I.m trying to find a metaphor for the role of the Wijk aan Zee tournament in chess compared to other sports. The 75-year tradition, the unique 14 player all-play-all format, played in the cold and dark of Northern Europe in January makes it quite a challenge. Some players claim they always (or on average) perform below parity in Wijk, while I cannot really think of good examples of players consistently over-performing. It is a tough tournament.
Maybe this it is the chess equivalent of a cross-country marathon or the .Eleven Cities Tour. skating race in Holland.
I think it is fair to say that the Tata Steel Chess Tournament more or less starts after the first free day. We had been here for a week with 9 rounds to go.
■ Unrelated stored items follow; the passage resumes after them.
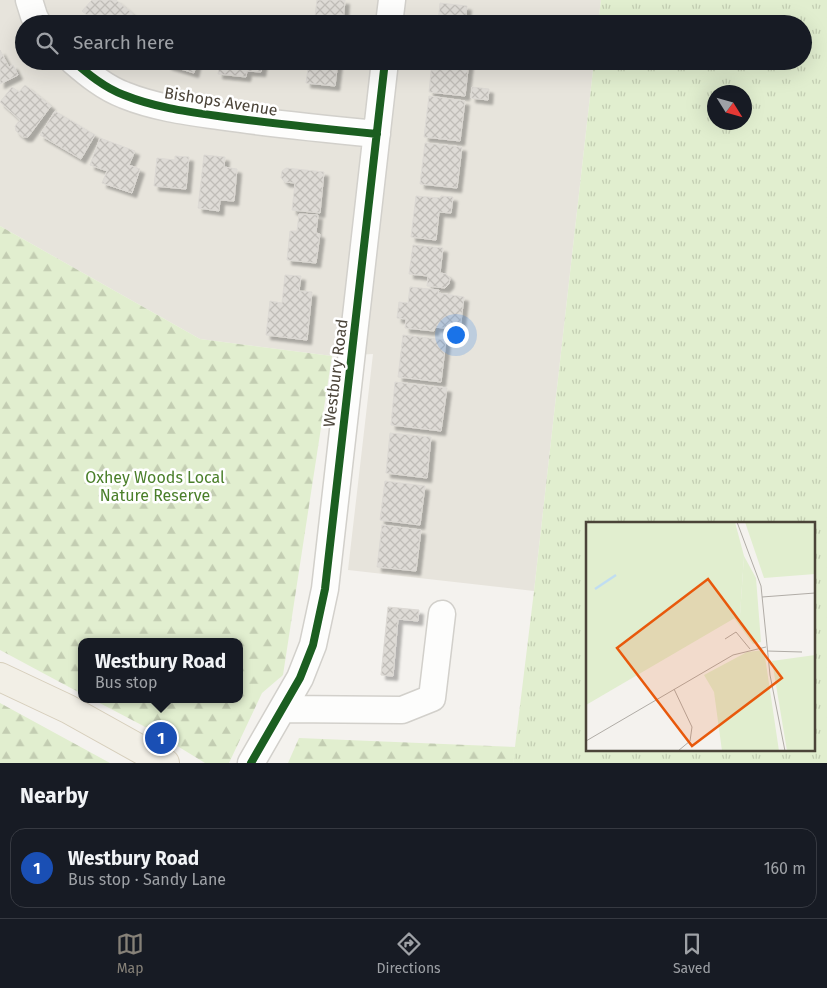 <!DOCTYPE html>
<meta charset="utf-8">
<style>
:root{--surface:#171b24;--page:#20242c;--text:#f1f3f6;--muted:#9ea1a6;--line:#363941;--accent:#868178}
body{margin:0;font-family:"Fira Sans",sans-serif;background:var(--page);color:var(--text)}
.compass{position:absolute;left:707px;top:85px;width:45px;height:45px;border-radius:50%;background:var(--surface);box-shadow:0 5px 20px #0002;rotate:127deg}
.you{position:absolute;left:455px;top:334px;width:18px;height:18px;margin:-12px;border:4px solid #fff;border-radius:50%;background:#1a73e8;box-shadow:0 0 0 8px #1a73e833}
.badge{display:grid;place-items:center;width:32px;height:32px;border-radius:50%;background:var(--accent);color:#fff;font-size:16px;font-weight:700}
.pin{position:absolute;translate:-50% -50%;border:2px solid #fff;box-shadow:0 1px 5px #0006}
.popup{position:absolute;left:78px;top:638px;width:165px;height:65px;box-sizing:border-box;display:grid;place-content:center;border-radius:10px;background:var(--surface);filter:drop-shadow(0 1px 4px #0005);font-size:16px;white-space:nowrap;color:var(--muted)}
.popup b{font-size:19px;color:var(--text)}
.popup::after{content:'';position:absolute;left:50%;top:100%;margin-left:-10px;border:10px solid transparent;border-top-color:var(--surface)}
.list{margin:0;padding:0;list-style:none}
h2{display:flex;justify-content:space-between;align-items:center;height:65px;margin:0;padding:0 20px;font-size:21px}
h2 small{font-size:16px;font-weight:400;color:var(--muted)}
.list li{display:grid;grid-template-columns:32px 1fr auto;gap:15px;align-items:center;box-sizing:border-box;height:80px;margin:0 10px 10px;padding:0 10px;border:1px solid var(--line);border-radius:15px}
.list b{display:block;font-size:19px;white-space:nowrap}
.list p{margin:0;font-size:16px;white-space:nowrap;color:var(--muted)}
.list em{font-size:16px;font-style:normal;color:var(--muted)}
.icon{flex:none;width:28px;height:28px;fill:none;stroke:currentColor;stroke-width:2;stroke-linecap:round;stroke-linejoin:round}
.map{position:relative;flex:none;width:827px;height:763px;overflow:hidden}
.search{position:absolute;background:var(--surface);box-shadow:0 5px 20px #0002;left:15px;right:15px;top:15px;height:55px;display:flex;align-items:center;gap:12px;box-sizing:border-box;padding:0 18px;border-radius:28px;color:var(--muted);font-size:19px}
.sheet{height:155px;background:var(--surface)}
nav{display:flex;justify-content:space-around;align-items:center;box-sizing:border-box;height:70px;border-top:1px solid var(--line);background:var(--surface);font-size:14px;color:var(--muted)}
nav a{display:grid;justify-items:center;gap:2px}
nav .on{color:var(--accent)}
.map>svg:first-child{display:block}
.residential{fill:#e7e4dc}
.grass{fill:url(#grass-tufts);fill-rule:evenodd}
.forest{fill:url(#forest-firs)}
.building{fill:url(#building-cross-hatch);stroke:#dcd9d4;filter:url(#shadow)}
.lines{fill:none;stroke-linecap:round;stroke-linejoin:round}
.minor-casing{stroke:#d2d0cb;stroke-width:29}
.major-casing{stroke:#d6cebb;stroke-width:30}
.minor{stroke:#fdfdfc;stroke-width:26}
.major{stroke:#f2efe6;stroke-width:28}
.cycleway-casing{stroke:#fff;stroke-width:11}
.cycleway{stroke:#1b5e20;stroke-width:8}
.labels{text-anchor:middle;stroke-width:5;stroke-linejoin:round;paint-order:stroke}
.street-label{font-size:16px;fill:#4b4439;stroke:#fff}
.park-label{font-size:16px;fill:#4a7f2a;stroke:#fff}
.inset-river{fill:none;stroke:#c0ddf1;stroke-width:2.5}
.inset-road{fill:none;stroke:#b0aca6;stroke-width:1}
.view{fill:#e8590c;fill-opacity:0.15;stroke:#e8590c;stroke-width:2.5}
.inset-edge{fill:none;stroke:#4b4439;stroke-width:2.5}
</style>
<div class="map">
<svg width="827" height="763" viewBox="0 0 827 763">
<defs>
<pattern id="grass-tufts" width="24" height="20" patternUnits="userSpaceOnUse" patternTransform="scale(1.25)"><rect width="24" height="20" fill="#e1eecf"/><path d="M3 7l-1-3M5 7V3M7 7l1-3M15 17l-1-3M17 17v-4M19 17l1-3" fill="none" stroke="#c3cdb2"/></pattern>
<pattern id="forest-firs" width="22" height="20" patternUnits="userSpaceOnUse" patternTransform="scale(1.25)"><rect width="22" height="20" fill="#e1eecf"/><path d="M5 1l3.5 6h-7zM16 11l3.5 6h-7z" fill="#c3cdb2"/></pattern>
<pattern id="building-cross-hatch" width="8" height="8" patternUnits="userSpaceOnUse" patternTransform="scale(1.25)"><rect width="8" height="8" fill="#dedbd6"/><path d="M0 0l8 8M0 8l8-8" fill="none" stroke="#c0bdb8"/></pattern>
<filter id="shadow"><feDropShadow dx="4.5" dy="4.5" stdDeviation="1" flood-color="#0004"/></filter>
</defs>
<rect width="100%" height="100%" fill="#f4f2ee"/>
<path class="residential" d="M0 0H601L598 24H24V61H594L534 591 348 570 373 354 332 356 200 339 0 226Z"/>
<path class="grass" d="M601 0H827V763H513L534 591 594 61H803V24H598ZM714 92H744V122H714ZM587 523H813V749H587Z"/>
<path class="forest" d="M0 226 200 339 332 356 283 675 262 693 229 763H205L153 731 92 699H240V642H82V694L0 650Z
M0 703 110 763H0Z
M299 738 516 747 513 763H288Z"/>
<path class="building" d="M92 0H116L133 14 125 24H98L82 11Z
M317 0H345L343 24H314Z
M440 3 467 6 465 24H438Z
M0 50 9 67 13 65 18 75 0 84Z
M168 61H197L194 73 167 65Z
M220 61H263L261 72 247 71 246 77 218 74Z
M309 61H338L335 86 306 83Z
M432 61H469L465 96 429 92Z
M25 85 51 106 28 137H23L16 131 15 126 20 120 0 102 12 87 19 92Z
M472 87 489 89 488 100 471 98Z
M429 96 465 101 460 141 424 137Z
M55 111 95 135 81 159 40 135Z
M100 138 135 151 129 165 140 169 132 193 102 183 107 171 90 165Z
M425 143 462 147 457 188 420 184Z
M204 155 225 157 224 167 237 169 234 201 220 200 219 211 198 208Z
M175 156 189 157 186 189 154 186 157 158 175 160Z
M286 168 324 172 320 213 292 210 295 183 285 182 281 178 282 171Z
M416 196 440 198 441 196 453 197 451 213 439 212 436 240 411 237Z
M299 214 318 215 316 233 320 234 316 263 287 260 290 231H297Z
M413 245 443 248 440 273 446 274 450 278 449 284 445 288 427 286 428 276 409 274Z
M285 275 301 276 299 291 312 292 307 340 266 335 270 301 282 303Z
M410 287 439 290 438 293 464 297 460 330 435 327 434 331 405 328 406 319 397 318 399 302 408 303Z
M403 335 446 340 441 382 398 377Z
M395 382 447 388 441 431 391 425Z
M390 433 431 437 427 478 386 473Z
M385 481 425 486 420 525 380 520Z
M382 525 421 530 416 571 377 567Z
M388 607 419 610 418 621 398 619 393 676 381 675Z"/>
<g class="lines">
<defs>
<path id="minor" d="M29 0 34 16 38 24
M389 24 392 0
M73 61C88 74 105 88 124 95 156 108 190 112 225 117 275 124 326 129 377 134
M284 709 402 710 432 698 442 614
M251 763 300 678 313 645 325 589 385 61"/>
<path id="major" d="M0 677 68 709 165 763"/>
</defs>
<use href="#minor" class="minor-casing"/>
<use href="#major" class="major-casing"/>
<use href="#minor" class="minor"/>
<use href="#major" class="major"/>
<defs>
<path id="cycleway" d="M73 61C88 74 105 88 124 95 156 108 190 112 225 117 275 124 326 129 377 134
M251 763 300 678 313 645 325 589 385 61"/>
</defs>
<use href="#cycleway" class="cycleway-casing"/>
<use href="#cycleway" class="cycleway"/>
</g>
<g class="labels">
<g class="street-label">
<text transform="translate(221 101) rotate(9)" y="6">Bishops Avenue</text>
<text transform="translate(335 373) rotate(-83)" y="6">Westbury Road</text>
</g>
<g class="park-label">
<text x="155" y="483">Oxhey Woods Local<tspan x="155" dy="18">Nature Reserve</tspan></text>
</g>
</g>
<g transform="translate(586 522)">
<rect width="229" height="229" fill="#f4f2ee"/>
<path d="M0 0H149L158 34 154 93 0 183Z" fill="#e1eecf"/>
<path d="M158 34 170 56 175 120 167 122 148 96 154 93ZM178 128 193 229H136L128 170 118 153 161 130ZM229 133V229H201L186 139Z" fill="#e1eecf"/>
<path d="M159 0H229V52L178 56Z" fill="#e1eecf"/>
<path class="inset-river" d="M9 67 30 53"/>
<path class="inset-road" d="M151 0 175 64 184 153 199 229M176 75 229 71M139 117 150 110 164 127M181 129 216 130M88 167 106 205 104 219 92 229M0 219 147 133 180 125"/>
<path class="view" d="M122 57 196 156 106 224 31 126Z"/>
<rect width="229" height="229" class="inset-edge"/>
</g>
</svg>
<svg class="compass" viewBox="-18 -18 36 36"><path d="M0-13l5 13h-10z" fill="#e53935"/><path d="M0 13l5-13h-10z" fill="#9ea1a6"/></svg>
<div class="you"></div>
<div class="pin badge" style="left:161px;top:738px;background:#1a4fb4">1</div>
<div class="popup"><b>Westbury Road</b>Bus stop</div>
<div class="search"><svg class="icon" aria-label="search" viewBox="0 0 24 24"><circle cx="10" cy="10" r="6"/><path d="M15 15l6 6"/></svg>Search here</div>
</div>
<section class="sheet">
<h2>Nearby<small></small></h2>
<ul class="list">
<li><span class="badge" style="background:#1a4fb4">1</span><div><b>Westbury Road</b><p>Bus stop · Sandy Lane</p></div><em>160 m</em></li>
</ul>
</section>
<nav>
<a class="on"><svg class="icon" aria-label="map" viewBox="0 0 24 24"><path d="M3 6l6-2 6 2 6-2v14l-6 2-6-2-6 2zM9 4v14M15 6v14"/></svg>Map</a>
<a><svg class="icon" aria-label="directions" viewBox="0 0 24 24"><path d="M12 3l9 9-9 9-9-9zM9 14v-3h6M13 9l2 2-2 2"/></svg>Directions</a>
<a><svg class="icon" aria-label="saved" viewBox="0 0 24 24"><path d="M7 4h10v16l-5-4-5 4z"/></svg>Saved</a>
</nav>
Frankly I was not well in round 5 on Thursday and did not have any ambitions in the game (beyond survival). As black against reigning World Champion V.Anand I went for the 5.. Be7 line in the Petroff. The d5 break and subsequent Qb6 provided sufficient counterplay, and after the exchange of queens he offered a draw that I was happy to accept.
Karjakin drew as well while 4 players on 50% won to reach +1 right behind the leaders.

As in round 4, today felt like a must-win situation. I haven.t played against my opponent Sokolov for more than 8 years. Back then he beat me several times. He has maintained his high level of chess understanding, but too many blunders hurt his average performance over time.
We played a quiet line in the Ruy Lopez when I made the strategic mistake Na3? He found the right continuation Na5 and to maintain any winning chances I simply had to accept a slightly worse position after Bc2 b4 forcing the knight back to b1. Sokolov had spent lots of time in the opening and tried to compensate by playing quickly in the middle game. I think he was doing well until he exchanged both rooks. With the knight on a5 and bishop on c7 he had no real counterplay. I got a knight to f5 and the position looked very promising for me. It was not so obvious how to make progress, and I was quite happy when he played d5 and the position opened up. Due to his exposed king and weak kingside pawns white was much better, and the rest should have been a matter of technique. Oddly enough it was when I played the inaccurate Nd5 having missed his defensive resources that he immediately blundered with Bd8 losing a piece or more. Two moves later he resigned.
Anand and Karjakin both drew and I.m in sole leader with 4,5 points!
Saturday I.m black against Peter Leko who has 3 points (after losing an opposite coloured bishop endgame against Aronian today).